There just aren't good words to talk about Newtown. It is a crime that literally defies imagination – it, in fact, flings imagination down and stomps it flat. No one reading this can imagine strolling into an elementary school and opening fire on a bunch of small children. You can't imagine even wanting to.
And since there are no "good words," I wish some people would remain silent.
Mike Huckabee, former Arkansas governor and GOP presidential candidate, was not helpful when he told Fox News the shooting happened because "we removed God from our schools."
Rush Limbaugh hardly provided any comfort when he claimed, on his radio show, that "…the Drive-By Media and the Democrats are attempting to politicize the issue to advance their own agenda. In this case, probably an assault on the Second Amendment again. I guarantee you that they are overturning everything they can in their quest to be able to blame this on Republicans. This, to them, is an opportunity."
This, and a host of other things that I've read this past week – so-called "solutions" offered by who I am sure are well-meaning people – leave me a bit pessimistic right now.
I think part of the problem is what happened last Friday is so grotesque that it defies understanding. I don't blame those who are currently calling for greater gun control right now. I also must admit I personally see no need for a civilian like me to own a gun designed, not for hunting, but for mass destruction.
So, naturally, there's been a reaction to anyone espousing a belief that perhaps gun control is an issue that should be looked at. Gun control opponents are angry that "liberals" immediately started talking about gun control, but this seems like a natural instinct to me. It's not the best way to get good policy, mind you; hard cases make bad laws, and rules passed in the wake of tragedies tend to be over-specific, and under-careful about unintended consequences.

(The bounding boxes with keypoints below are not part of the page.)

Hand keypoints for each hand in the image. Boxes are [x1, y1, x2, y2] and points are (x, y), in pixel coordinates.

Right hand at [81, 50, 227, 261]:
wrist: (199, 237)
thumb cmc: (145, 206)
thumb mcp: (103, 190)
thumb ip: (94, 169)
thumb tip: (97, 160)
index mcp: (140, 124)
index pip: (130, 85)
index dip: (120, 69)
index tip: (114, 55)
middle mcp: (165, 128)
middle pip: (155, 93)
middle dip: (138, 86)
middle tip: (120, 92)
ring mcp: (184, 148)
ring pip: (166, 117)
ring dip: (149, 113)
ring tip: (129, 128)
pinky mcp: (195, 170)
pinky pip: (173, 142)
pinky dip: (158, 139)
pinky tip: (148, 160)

I, for example, instinctively do an eye-roll every time I read about someone who believes the solution is arming everyone from principals and teachers to janitors in our schools. In fact, it seems likely that legislation calling for such a move may be introduced during next year's legislative session in Pierre. It's a lousy policy to consider.
According to a news report this week, public schools in South Dakota shed 214 teaching jobs and 14 administrators last school year in the wake of a dramatic reduction in state aid. I wish state lawmakers would focus on trying to stem that problem, instead of trying to require the staff of our poorly funded schools to arm themselves.
Back to the issue at hand (notice how I've seemed to nearly stray off topic more than once? It's reflective of what's happening in our nation right now.)
After Columbine, and Virginia Tech, and Tucson and Aurora – and now Newtown – I think it's good that a national dialogue has begun.
I mean, if 30 Vermillion children had been killed in a freakish landslide of a Missouri River bluff, I hope that we'd be talking about whether there might be some way to keep that from happening in the future.
I'm hopeful that the National Rifle Association, which will finally be making some sort of statement on Friday, can serve as an advocate for positive change. I'm not an NRA member, but I know people who are. I'm sure most NRA members are reasonable people. When the president talks about engaging fellow citizens, the NRA needs to be at the table.
But, my glass remains half-empty. Maybe a policy can be implemented which could stop something like Newtown from happening again. History shows that we won't implement that policy. And since nothing else is going to work, we are not going to pass a law that will stop these sorts of mass shootings.
We may pass a law, mind you. But whatever we do pass, we will have more of these evil happenings ahead of us.